Dataset entries:
━━━━━━━━━━

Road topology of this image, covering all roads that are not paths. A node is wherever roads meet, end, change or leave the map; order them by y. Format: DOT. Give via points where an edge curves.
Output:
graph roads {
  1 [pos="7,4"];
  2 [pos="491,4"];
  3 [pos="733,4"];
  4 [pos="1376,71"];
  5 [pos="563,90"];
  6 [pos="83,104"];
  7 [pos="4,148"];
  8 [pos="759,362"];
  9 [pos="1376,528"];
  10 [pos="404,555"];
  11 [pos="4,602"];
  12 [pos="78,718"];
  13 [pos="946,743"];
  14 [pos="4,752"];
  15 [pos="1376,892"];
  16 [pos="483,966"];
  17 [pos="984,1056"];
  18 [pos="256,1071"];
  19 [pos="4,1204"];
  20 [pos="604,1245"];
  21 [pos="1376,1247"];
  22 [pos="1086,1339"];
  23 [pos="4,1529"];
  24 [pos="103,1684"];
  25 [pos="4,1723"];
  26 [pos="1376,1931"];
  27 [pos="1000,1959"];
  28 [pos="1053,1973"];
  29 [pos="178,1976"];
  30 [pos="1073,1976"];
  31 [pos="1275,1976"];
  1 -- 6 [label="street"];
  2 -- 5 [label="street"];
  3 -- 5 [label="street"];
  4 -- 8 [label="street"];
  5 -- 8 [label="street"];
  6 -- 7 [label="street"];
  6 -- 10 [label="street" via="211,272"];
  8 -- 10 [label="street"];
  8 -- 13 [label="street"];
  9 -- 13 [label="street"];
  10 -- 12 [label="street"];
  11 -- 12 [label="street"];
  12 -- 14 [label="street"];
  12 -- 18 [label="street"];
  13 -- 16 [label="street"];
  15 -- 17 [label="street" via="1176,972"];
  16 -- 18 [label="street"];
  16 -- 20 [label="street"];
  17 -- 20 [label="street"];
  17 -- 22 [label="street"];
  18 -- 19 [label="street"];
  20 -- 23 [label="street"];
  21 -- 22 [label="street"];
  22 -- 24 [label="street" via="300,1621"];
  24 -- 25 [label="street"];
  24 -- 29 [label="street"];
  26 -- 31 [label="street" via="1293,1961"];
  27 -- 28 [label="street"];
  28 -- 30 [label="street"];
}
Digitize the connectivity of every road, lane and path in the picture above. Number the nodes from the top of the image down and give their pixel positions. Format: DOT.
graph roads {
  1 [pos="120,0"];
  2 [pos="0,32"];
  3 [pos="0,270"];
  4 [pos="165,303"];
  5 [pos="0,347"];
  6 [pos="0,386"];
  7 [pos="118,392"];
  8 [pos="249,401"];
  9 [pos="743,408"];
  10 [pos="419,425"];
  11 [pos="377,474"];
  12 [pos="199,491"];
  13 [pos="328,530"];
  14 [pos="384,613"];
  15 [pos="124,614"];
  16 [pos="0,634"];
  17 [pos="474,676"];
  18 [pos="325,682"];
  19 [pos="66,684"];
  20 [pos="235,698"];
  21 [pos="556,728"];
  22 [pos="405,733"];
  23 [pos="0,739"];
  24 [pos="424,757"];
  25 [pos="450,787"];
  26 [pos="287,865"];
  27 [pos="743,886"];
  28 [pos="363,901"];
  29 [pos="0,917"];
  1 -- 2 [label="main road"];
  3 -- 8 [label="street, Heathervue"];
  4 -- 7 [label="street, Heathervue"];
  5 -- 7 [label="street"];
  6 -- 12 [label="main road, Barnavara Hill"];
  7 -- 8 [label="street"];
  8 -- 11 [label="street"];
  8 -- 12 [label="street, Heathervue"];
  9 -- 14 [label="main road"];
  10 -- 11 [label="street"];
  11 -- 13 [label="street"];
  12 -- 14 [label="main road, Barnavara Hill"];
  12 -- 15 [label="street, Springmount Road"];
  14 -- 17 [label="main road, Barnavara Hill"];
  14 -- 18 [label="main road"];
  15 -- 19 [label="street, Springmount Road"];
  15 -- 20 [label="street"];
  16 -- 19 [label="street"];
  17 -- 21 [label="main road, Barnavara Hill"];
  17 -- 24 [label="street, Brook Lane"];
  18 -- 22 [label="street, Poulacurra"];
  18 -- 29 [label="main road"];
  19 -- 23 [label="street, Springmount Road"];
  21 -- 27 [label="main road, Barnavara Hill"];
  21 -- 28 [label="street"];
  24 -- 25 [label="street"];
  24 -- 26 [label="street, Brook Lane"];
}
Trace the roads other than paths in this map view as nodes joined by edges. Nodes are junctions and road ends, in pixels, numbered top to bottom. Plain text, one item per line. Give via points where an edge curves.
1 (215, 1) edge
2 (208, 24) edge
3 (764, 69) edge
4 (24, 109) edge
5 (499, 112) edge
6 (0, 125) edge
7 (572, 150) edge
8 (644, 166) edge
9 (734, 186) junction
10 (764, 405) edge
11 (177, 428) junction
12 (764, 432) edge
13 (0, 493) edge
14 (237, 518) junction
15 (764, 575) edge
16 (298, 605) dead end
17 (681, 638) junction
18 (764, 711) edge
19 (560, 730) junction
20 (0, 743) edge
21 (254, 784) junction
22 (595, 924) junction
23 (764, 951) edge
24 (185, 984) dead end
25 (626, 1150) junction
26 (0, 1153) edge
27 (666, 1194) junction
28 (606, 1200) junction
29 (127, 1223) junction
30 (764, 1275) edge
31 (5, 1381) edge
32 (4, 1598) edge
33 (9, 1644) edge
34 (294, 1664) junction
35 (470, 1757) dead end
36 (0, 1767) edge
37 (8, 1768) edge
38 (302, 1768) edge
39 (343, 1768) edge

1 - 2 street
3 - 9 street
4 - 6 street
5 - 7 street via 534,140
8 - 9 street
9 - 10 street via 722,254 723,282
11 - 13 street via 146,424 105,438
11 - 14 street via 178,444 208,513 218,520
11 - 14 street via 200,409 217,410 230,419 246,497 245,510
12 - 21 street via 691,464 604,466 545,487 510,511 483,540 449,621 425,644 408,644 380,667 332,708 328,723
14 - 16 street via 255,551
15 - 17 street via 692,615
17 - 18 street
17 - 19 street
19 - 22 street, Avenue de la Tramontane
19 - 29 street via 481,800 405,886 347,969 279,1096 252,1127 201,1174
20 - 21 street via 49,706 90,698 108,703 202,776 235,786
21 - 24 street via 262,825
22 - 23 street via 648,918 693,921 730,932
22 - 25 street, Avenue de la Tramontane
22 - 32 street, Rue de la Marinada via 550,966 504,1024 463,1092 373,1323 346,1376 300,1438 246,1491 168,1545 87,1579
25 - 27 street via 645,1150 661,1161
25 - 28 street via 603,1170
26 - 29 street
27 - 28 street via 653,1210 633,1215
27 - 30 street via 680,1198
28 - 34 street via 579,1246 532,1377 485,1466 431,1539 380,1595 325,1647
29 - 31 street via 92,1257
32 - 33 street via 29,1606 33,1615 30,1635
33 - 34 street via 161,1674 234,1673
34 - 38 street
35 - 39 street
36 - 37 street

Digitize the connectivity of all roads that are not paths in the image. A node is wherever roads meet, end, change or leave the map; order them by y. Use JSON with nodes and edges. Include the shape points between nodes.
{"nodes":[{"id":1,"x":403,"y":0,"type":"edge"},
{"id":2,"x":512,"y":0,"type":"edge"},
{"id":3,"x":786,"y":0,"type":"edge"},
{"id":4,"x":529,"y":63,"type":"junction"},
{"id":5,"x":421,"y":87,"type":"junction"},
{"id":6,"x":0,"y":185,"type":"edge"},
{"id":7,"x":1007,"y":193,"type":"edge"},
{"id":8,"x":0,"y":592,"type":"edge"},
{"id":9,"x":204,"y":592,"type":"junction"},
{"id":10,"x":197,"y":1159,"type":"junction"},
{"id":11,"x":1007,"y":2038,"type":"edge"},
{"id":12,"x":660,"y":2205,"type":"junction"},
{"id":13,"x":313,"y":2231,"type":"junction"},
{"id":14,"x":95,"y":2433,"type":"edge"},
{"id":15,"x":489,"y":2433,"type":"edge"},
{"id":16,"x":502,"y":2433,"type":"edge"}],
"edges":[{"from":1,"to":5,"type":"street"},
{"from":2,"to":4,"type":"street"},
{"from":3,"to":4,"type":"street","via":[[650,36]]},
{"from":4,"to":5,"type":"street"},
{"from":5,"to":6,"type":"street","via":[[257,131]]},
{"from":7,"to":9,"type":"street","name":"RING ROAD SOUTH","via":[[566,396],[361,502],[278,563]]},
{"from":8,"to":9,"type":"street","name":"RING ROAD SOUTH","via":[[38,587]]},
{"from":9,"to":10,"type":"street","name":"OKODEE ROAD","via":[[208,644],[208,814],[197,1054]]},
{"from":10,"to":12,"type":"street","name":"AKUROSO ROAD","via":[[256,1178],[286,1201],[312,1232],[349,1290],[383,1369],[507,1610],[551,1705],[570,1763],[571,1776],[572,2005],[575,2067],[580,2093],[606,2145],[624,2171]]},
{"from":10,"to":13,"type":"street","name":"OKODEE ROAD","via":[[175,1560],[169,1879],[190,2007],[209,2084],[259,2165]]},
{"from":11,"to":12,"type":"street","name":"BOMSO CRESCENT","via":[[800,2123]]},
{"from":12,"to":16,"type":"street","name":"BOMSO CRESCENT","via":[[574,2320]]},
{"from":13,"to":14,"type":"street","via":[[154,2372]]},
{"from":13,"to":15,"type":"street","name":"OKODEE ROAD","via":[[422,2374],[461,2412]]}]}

━━━━━━━━━━

- WHAT TO PRODUCE:
Your answer must be one number: how many lines of the data contain "SOUTH".

- ANSWER TO THE PROBLEM:
2